El actual presidente, Rajoy, ganó sus
primeras elecciones, tras dos derrotas previas, por mayoría absoluta. Tras
agotar la legislatura y celebradas las elecciones en diciembre de 2015, estuvo
al frente de la candidatura más votada, pero sin apoyos suficientes para
gobernar.
De Rajoy no se puede decir que haya
abandonado el poder de manera traumática porque todavía sigue, en funciones, al
frente del gobierno.
Ha estado durante cuatro años
dirigiendo el gobierno como si no estuviera. Ha evitado comparecer ante la prensa
en la medida de lo posible y cuando lo ha hecho no ha respondido con claridad a
las preguntas.
El estilo de Rajoy no se parece al de
ninguno de sus predecesores. Recuerda al de esos equipos de fútbol que esperan
atrás con paciencia hasta que el adversario comete un error, momento en el que
lanzan un contraataque y a veces hasta ganan el partido.

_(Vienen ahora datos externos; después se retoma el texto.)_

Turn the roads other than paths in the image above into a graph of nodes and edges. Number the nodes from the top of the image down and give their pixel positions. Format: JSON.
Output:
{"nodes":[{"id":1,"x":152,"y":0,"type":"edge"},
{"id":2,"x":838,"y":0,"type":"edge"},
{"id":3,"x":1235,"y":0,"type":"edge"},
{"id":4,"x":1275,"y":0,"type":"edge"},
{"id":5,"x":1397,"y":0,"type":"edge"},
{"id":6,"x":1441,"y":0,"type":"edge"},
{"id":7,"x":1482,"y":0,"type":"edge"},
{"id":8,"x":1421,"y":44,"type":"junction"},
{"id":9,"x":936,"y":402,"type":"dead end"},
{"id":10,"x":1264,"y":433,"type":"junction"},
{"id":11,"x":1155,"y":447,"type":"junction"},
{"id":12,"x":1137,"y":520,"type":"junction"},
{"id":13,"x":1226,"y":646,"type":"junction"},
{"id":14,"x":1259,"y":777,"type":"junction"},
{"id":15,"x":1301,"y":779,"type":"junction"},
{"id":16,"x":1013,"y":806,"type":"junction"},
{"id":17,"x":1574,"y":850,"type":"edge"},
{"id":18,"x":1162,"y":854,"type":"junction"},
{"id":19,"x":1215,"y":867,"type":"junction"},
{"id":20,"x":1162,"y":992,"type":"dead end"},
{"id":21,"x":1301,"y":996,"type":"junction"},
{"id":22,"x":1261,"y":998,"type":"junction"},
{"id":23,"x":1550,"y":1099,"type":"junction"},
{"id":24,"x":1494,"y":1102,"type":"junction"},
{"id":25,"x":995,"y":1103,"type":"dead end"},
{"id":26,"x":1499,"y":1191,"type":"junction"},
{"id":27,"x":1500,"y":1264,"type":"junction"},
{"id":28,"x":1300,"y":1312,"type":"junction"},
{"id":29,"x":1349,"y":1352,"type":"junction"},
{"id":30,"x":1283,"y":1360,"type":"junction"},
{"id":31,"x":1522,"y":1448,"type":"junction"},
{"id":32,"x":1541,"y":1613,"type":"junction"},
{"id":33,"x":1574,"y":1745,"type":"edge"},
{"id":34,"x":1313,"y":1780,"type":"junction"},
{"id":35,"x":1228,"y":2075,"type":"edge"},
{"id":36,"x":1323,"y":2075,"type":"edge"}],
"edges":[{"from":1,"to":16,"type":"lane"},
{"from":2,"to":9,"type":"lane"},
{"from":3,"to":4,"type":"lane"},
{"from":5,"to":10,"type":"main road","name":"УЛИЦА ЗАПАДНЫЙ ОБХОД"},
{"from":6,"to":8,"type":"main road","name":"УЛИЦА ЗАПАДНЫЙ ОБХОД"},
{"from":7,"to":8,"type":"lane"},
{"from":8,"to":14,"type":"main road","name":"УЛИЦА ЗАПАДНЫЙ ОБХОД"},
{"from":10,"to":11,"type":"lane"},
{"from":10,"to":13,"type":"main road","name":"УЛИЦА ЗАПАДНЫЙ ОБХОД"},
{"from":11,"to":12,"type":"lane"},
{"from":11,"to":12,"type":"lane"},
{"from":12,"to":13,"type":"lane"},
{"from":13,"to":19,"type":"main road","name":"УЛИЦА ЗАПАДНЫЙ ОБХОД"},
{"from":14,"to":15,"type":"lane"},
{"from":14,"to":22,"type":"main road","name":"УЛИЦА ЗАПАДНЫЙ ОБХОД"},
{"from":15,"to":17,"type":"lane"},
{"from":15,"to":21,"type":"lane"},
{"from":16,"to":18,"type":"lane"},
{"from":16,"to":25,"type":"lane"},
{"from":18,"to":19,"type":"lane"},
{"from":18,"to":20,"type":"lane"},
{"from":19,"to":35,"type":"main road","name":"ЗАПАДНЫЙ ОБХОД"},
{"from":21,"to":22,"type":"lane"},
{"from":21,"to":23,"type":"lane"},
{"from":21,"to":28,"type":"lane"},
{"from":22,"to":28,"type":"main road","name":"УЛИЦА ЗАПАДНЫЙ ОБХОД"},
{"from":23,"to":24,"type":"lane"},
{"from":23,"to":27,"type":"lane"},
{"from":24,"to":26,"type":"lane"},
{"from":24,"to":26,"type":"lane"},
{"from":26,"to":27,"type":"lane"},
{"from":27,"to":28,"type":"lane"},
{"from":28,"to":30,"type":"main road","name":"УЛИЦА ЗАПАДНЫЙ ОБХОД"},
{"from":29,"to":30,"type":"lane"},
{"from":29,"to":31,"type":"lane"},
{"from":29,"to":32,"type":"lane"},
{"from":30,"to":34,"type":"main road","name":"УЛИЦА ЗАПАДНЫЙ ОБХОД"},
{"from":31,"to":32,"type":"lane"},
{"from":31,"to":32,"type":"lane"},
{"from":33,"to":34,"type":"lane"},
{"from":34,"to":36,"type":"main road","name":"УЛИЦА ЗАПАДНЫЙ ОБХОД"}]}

Gallego de Pontevedra, no es que
cumpla aquel dicho de que si encuentras a un gallego por una escalera no sabes
si sube o si baja. En su caso hay algo más: no sabes si entra o sale. Cuando
acababa de entrar, parecía, por su displicencia, que estaba a punto de salir.

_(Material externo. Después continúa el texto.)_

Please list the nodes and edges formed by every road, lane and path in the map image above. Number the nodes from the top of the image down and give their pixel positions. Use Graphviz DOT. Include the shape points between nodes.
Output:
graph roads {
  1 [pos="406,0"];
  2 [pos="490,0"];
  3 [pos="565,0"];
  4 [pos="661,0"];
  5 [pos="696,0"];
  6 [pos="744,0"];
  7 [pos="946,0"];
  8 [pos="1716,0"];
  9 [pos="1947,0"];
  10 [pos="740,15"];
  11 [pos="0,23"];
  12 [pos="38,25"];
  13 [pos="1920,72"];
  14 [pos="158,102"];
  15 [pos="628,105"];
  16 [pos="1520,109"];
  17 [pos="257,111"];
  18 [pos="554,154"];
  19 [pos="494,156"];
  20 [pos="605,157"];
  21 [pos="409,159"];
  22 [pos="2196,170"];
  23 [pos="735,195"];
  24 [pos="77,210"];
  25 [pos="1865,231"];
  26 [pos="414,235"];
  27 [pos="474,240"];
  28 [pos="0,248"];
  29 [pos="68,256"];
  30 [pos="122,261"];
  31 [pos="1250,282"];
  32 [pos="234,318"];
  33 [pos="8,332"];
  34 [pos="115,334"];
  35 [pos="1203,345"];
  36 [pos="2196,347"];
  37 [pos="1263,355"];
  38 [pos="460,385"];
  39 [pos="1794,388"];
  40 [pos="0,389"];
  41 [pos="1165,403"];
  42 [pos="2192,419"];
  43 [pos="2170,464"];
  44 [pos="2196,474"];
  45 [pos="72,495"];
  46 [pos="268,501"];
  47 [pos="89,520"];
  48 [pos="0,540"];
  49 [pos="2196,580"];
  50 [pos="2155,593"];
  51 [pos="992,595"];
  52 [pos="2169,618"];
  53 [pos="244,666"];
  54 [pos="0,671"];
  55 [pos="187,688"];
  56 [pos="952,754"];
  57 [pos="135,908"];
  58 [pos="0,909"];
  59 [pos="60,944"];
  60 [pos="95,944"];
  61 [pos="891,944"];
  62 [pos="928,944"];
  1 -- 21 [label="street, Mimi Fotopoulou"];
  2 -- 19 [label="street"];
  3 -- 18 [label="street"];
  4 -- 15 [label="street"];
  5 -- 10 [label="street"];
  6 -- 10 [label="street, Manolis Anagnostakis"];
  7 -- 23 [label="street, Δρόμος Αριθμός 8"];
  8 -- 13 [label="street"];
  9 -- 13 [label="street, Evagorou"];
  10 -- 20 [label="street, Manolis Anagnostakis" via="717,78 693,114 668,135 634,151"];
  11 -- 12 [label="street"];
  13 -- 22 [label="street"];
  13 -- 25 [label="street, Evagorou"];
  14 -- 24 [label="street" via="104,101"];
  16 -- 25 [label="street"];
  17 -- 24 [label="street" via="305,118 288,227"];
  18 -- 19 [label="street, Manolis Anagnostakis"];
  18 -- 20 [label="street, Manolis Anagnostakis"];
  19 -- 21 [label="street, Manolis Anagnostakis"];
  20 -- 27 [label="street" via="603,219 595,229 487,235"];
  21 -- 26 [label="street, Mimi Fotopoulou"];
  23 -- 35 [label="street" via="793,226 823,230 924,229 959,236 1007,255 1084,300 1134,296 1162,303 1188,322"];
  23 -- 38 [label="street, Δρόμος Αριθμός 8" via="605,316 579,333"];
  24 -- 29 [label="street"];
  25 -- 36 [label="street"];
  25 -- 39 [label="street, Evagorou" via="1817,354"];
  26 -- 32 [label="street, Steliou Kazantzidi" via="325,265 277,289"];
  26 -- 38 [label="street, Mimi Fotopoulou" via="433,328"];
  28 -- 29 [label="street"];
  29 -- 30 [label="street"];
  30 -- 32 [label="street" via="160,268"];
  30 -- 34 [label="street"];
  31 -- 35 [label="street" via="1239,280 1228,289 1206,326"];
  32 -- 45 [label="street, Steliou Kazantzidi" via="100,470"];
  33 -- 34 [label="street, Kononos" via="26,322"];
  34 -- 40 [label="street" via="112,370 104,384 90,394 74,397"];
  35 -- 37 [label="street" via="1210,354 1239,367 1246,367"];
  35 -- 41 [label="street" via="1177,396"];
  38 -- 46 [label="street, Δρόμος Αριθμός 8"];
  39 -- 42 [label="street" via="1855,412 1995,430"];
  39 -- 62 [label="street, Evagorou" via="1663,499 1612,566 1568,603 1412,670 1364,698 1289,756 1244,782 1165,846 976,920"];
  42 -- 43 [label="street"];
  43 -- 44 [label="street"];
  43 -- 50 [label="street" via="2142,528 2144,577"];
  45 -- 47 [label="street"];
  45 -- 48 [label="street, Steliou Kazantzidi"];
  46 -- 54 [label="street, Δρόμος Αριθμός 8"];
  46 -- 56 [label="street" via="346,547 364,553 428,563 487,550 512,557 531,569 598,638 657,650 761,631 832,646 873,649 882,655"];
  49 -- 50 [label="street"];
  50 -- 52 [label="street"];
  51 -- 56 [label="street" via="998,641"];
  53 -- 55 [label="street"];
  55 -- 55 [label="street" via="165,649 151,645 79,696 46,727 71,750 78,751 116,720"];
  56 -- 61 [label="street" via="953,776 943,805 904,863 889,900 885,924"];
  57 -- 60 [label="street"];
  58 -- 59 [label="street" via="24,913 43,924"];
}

Ahora, cuando se piensa que está a punto de salir, quizá esté a punto de entrar
para largo tiempo.
Rajoy ha hecho de la inactividad un
arte. Tiene sus seguidores, que alaban su "manejo de los tiempos".

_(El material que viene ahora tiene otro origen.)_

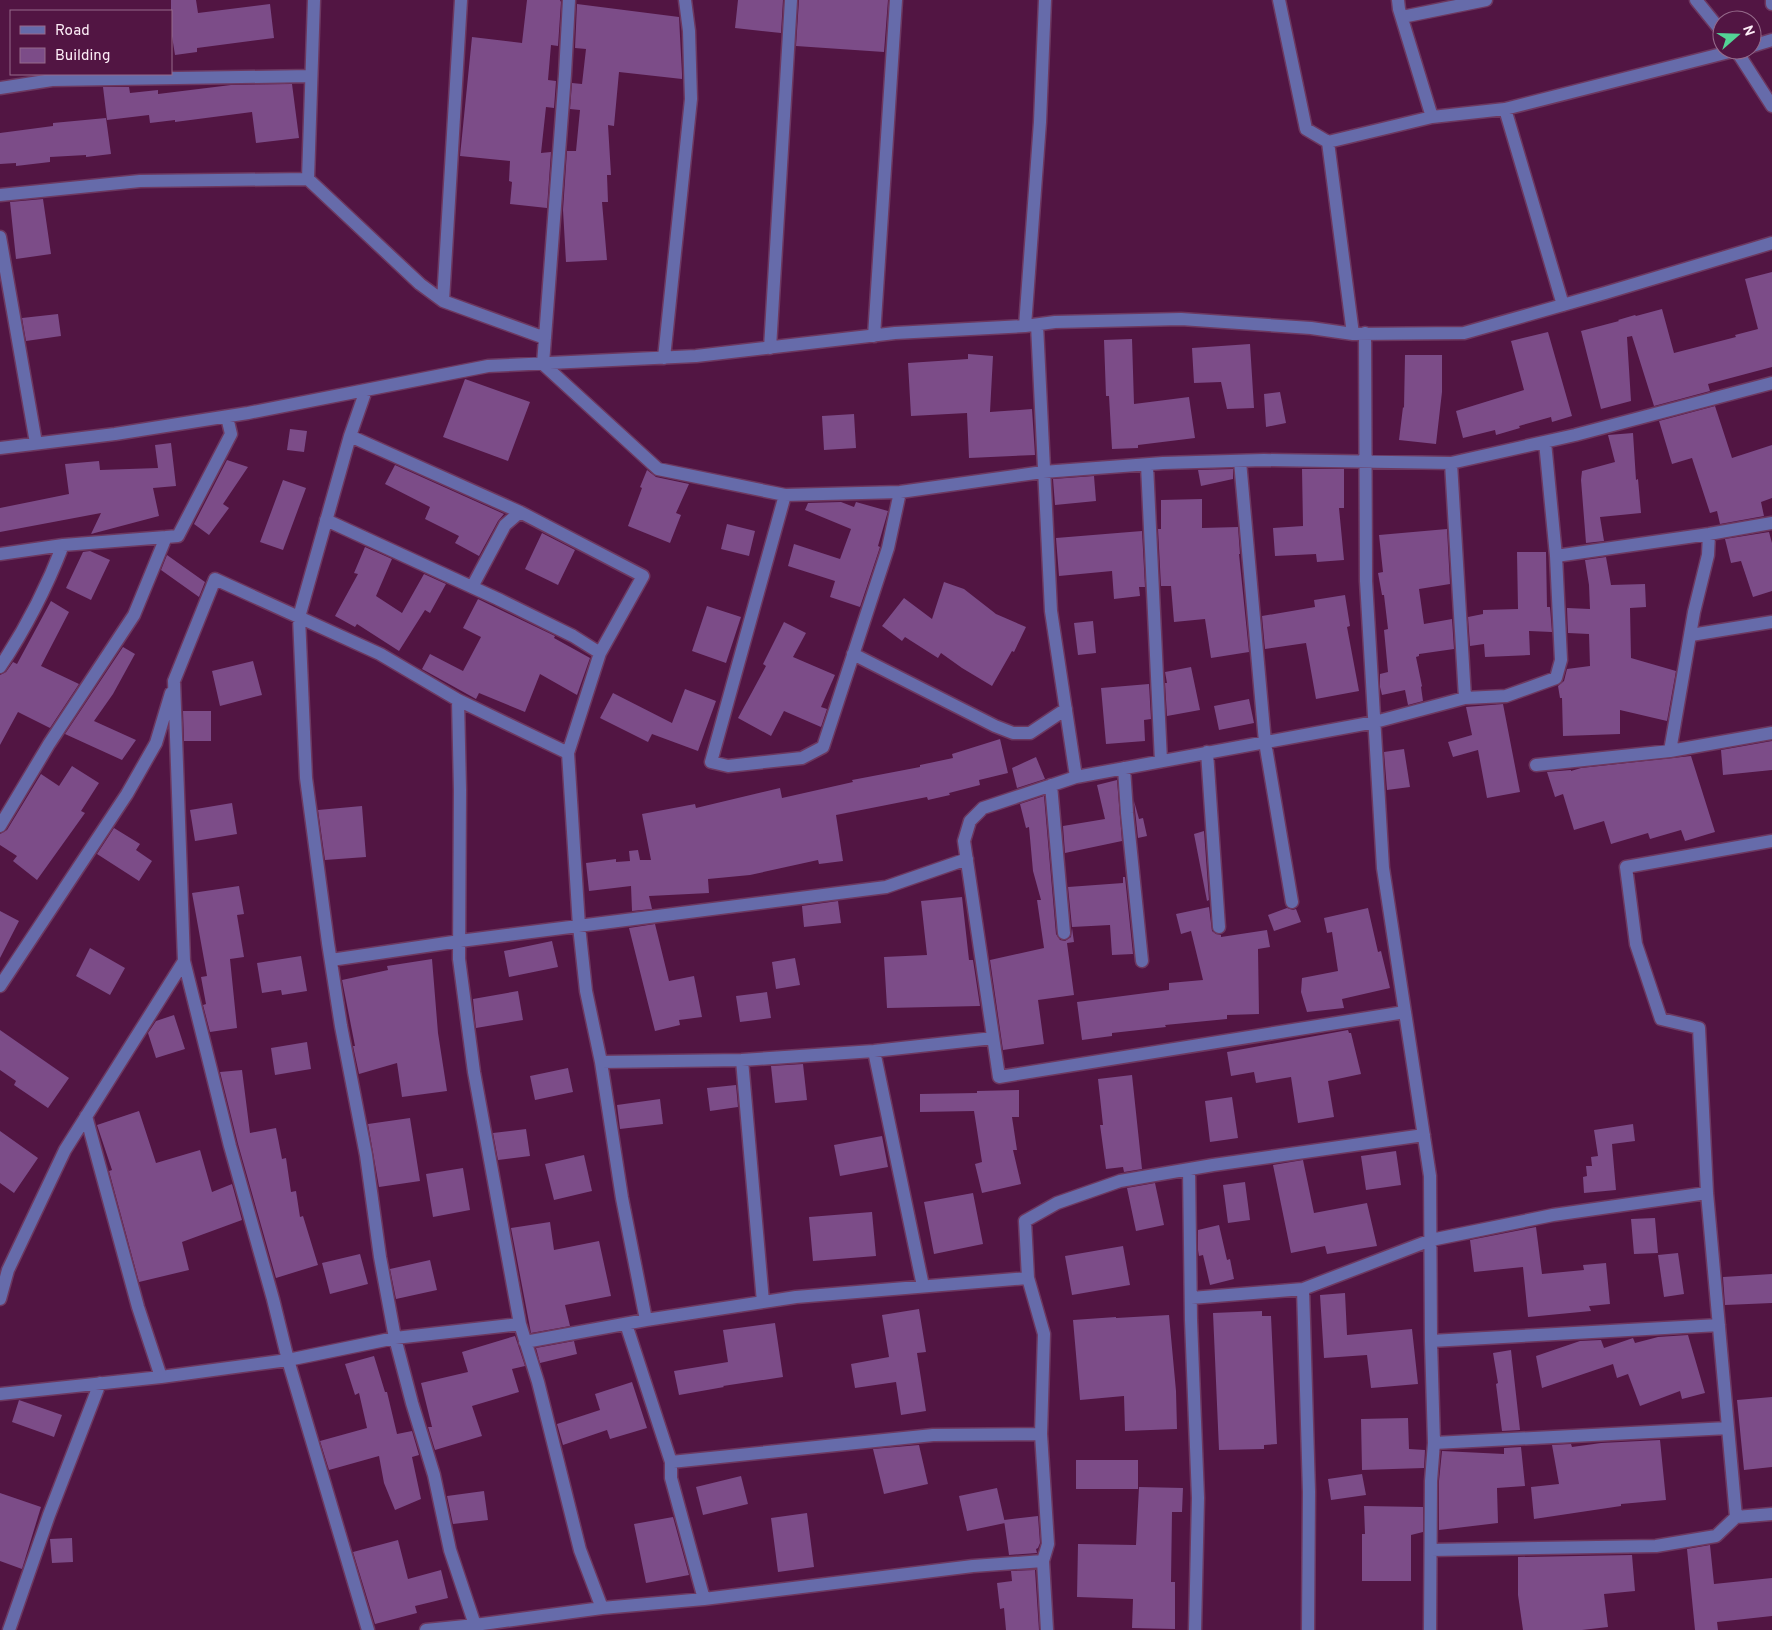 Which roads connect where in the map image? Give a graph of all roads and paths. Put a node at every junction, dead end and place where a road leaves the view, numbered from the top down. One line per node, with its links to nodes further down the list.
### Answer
1 (314, 0): 18 (street)
2 (461, 0): 29 (street)
3 (569, 0): 34 (street)
4 (686, 0): 36 (street)
5 (791, 0): 35 (street)
6 (896, 0): 33 (street)
7 (1045, 0): 31 (street)
8 (1279, 0): 23 (street)
9 (1398, 0): 14 (street)
10 (1486, 0): 14 (street)
11 (1696, 0): 15 (street)
12 (1772, 0): 13 (street)
13 (1772, 4)
14 (1402, 17): 22 (street)
15 (1712, 20)
16 (1712, 56): 21 (street)
17 (1742, 60): 20 (street)
18 (311, 76): 19 (street); 24 (street)
19 (0, 88)
20 (1772, 106)
21 (1505, 109): 22 (street); 30 (street)
22 (1432, 117): 23 (street)
23 (1328, 142): 32 (street)
24 (308, 179): 25 (street); 29 (street)
25 (0, 195)
26 (0, 237): 28 (street)
27 (1772, 243): 30 (street)
28 (4, 289): 43 (street)
29 (443, 301): 34 (street)
30 (1563, 305): 32 (street)
31 (1031, 326): 32 (street); 33 (street); 49 (street)
32 (1359, 334): 46 (street)
33 (874, 336): 35 (street)
34 (545, 338): 37 (street)
35 (770, 348): 36 (street)
36 (664, 358): 37 (street)
37 (543, 364): 39 (street); 51 (street)
38 (1772, 382): 42 (street)
39 (366, 390): 40 (street); 41 (street)
40 (227, 416): 43 (street); 56 (street)
41 (350, 436): 52 (street); 53 (street)
42 (1545, 442): 47 (street); 59 (street)
43 (36, 443): 44 (street)
44 (0, 448)
45 (1240, 461): 46 (street); 48 (street); 73 (street)
46 (1366, 463): 47 (street); 71 (street)
47 (1451, 463): 68 (street)
48 (1147, 464): 49 (street); 77 (street)
49 (1043, 472): 50 (street); 70 (street)
50 (900, 492): 51 (street); 65 (street)
51 (785, 494): 65 (street)
52 (520, 512): 60 (street); 64 (street)
53 (326, 520): 60 (street); 61 (street)
54 (1772, 523): 55 (street)
55 (1709, 534): 59 (street); 63 (street)
56 (166, 537): 57 (street); 82 (street)
57 (63, 545): 58 (street); 66 (street)
58 (0, 554)
59 (1556, 556): 68 (street)
60 (472, 587): 64 (street)
61 (299, 617): 67 (street); 69 (street); 90 (street)
62 (1772, 622): 63 (street)
63 (1690, 635): 74 (street)
64 (600, 653): 76 (street)
65 (853, 654): 70 (street)
66 (0, 667)
67 (174, 681): 92 (street); 93 (street)
68 (1465, 698): 71 (street)
69 (458, 700): 76 (street); 89 (street)
70 (1066, 709): 80 (street)
71 (1375, 722): 73 (street); 94 (street)
72 (1772, 733): 74 (street)
73 (1265, 742): 75 (street); 85 (street)
74 (1670, 751): 78 (street)
75 (1207, 752): 77 (street); 87 (street)
76 (568, 753): 86 (street)
77 (1161, 761): 79 (street)
78 (1536, 765)
79 (1124, 768): 80 (street); 91 (street)
80 (1076, 777): 81 (street)
81 (1051, 785): 84 (street); 88 (street)
82 (0, 826)
83 (1772, 841): 102 (street)
84 (967, 859): 86 (street); 95 (street)
85 (1292, 902)
86 (579, 926): 89 (street); 98 (street)
87 (1219, 927)
88 (1064, 933)
89 (460, 940): 90 (street); 111 (street)
90 (331, 960): 114 (street)
91 (1142, 960)
92 (184, 961): 99 (street); 117 (street)
93 (0, 986)
94 (1405, 1012): 95 (street); 100 (street)
95 (993, 1038): 96 (street)
96 (874, 1050): 97 (street); 105 (street)
97 (742, 1060): 98 (street); 109 (street)
98 (601, 1062): 110 (street)
99 (86, 1116): 108 (street); 118 (street)
100 (1424, 1135): 101 (street); 103 (street)
101 (1189, 1169): 104 (street); 107 (street)
102 (1707, 1193): 103 (street); 113 (street)
103 (1431, 1240): 106 (street); 115 (street)
104 (1028, 1278): 105 (street); 122 (street)
105 (923, 1286): 109 (street)
106 (1303, 1289): 107 (street); 137 (street)
107 (1190, 1298): 136 (street)
108 (0, 1299)
109 (763, 1302): 110 (street)
110 (646, 1320): 112 (street)
111 (520, 1324): 114 (street); 116 (street)
112 (626, 1324): 116 (street); 124 (street)
113 (1719, 1325): 115 (street); 121 (street)
114 (395, 1338): 117 (street); 131 (street)
115 (1431, 1340): 123 (street)
116 (525, 1342): 130 (street)
117 (288, 1360): 118 (street); 133 (street)
118 (162, 1377): 119 (street)
119 (100, 1383): 120 (street); 132 (street)
120 (0, 1394)
121 (1728, 1428): 123 (street); 126 (street)
122 (1040, 1434): 124 (street); 128 (street)
123 (1434, 1443): 127 (street)
124 (671, 1462): 129 (street)
125 (1772, 1514): 126 (street)
126 (1736, 1517): 127 (street)
127 (1431, 1550): 138 (street)
128 (1043, 1561): 129 (street); 135 (street)
129 (704, 1600): 130 (street)
130 (602, 1608): 131 (street)
131 (475, 1625): 134 (street)
132 (9, 1630)
133 (368, 1630)
134 (426, 1630)
135 (1046, 1630)
136 (1195, 1630)
137 (1308, 1630)
138 (1430, 1630)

Difícilmente tendrá admiradores, pues su forma de conducirse no los necesita y
hasta podrían serle perjudiciales.
La admiración y el entusiasmo no se
dan sin intensidad y el secreto de Rajoy es el de apoyarse en la falta de la
misma, en la falta de entusiasmo. No necesita que nadie le quiera. Sólo precisa
que nadie le moleste.
Rajoy es el presidente de una
sociedad desmovilizada y con atonía.
En el fondo, si pudiera, Rajoy es de
esas personas que ante una pregunta sobre política dirían sin ningún problema:
yo de política no entiendo.
Quizá sea el que más sepa. O no.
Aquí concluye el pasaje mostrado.